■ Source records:
/---

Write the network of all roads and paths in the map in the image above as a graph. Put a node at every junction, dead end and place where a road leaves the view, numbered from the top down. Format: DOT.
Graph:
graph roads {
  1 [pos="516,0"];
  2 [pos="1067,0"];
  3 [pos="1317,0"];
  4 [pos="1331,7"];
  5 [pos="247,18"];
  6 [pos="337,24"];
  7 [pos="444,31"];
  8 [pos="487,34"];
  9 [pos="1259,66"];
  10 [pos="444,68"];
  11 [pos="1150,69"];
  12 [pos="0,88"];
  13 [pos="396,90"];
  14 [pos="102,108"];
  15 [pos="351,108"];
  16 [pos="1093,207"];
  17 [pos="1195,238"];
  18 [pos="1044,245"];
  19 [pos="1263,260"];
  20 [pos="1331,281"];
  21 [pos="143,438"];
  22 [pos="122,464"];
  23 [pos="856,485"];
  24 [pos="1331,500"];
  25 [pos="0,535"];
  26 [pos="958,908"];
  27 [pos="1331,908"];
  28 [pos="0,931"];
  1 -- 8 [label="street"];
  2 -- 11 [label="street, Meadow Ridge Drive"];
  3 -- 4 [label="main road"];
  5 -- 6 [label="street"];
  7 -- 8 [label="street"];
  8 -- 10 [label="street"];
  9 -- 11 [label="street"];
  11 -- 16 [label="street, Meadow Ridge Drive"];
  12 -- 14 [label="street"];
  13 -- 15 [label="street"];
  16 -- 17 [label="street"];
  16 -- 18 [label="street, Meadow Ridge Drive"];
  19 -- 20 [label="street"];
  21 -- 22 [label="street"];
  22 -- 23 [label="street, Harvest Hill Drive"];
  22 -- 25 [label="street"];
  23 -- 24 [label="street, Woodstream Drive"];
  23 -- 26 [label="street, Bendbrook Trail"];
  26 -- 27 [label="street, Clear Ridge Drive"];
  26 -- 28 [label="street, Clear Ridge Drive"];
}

\---

■ What to do:
For every line of the entries holding the string "Ridge", add one to a tally; give the final figure only.

■ Written reply:
5